После смерти Пушкина известнейший польский поэт Адам Мицкевич так вспоминал о поэте: «Пушкин, коего талант поэтический удивлял читателей, увлекал, изумлял слушателей живостью, тонкостью и ясностью ума своего, был одарен необыкновенною памятью, суждением верным, вкусом утончённым и превосходным. Когда говорил он о политике внешней и отечественной, можно было думать, что слушаешь человека, заматеревшего в государственных делах и пропитанного ежедневным чтением парламентарных прений».

Мицкевичу вторит и Николай Гоголь в письме к П.А. Плетневу: «Ничего я не предпринимал без его совета. Ни одна строка не писалась без того, чтобы я не воображал его пред собою. Что скажет он, что заметит, чему посмеётся, чему изречёт неразрушимое и вечное одобрение своё, вот что меня только занимало и одушевляло мои силы. Тайный трепет невкушаемого на земле удовольствия обнимал мою душу...». В «Выбранных местах из переписки с друзьями» Гоголь писал о Пушкине: «В последнее время набрался он много русской жизни и говорил обо всём так метко и умно, что хоть записывай всякое слово: оно стоило его лучших стихов…». И Гоголь записывал! В.А. Жуковский, увидев как-то, что Гоголь делает запись пушкинских слов, горячо поддержал его: «Хорошо делаешь, что записываешь за Пушкиным: каждое его слово драгоценно…».

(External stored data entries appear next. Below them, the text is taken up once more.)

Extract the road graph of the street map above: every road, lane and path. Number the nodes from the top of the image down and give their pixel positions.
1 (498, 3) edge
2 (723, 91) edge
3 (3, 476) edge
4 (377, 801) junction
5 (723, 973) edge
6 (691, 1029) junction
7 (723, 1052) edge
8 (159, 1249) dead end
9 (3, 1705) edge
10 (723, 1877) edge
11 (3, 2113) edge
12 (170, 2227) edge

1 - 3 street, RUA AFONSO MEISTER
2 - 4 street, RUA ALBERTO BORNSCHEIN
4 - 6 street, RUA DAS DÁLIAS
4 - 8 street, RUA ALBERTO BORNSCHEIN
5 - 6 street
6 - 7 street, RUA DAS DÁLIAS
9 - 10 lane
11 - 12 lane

В.И. Шенрок приводит воспоминание А.С. Данилевского о знакомстве с поэтом: «Впечатление, произведенное на Данилевского Пушкиным, было то, что он и в обыкновенном разговоре являлся замечательным человеком, каждое слово его было веско и носило печать гениальности; в нем не было ни малейшей натянутости или жеманства…».

Вспомним и слова Николая I после откровенной беседы с Пушкиным на царской аудиенции в 1826 году: «Я сегодня говорил с самым умным человеком России!». Пушкин был не только человеком государственного ума, но и блестящим знатоком русской истории, равного которому не было в России. По существу дела он заступил на место умершего в 1825 году Н.М. Карамзина, автора знаменитой «Истории государства Российского», написал два замечательных по ёмкости и глубине исторических труда «Историю Пугачева» и «Историю Петра» (последний труд остался незавершенным).

С особой силой государственный ум и политическое предвидение Пушкина нашли проявление в его великодержавном цикле стихотворений 1831 года. Появление этих лирических произведений было связано с польским мятежом 1830-1831 гг.

Чтобы понять суть этого исторического события, на которое пламенно отозвался Пушкин, необходимо сделать небольшой экскурс в прошлое. После трех разделов Речи Посполитой в 1815 году на Венском конгрессе держав было решено восстановить Польшу, но в пределах Российской империи. Александр I даровал Царству Польскому неслыханную в то время по демократическим свободам конституцию, по которой фактически Польша сохраняла свою независимость, формально подчиняясь русскому царю: Польша имела собственную армию, свой сейм, административную и денежную систему, гарантированно сохранялось католичество. Царь короновался в Москве и в Варшаве. С восшествия на престол Николая I до 1830 года ею правил наместник великий князь Константин Павлович, родной брат императора. В эти годы Польша процветала. Развивались промышленность, торговля, земледелие, система образования (в том числе был учрежден Варшавский университет), польское население обрело долгожданный мир.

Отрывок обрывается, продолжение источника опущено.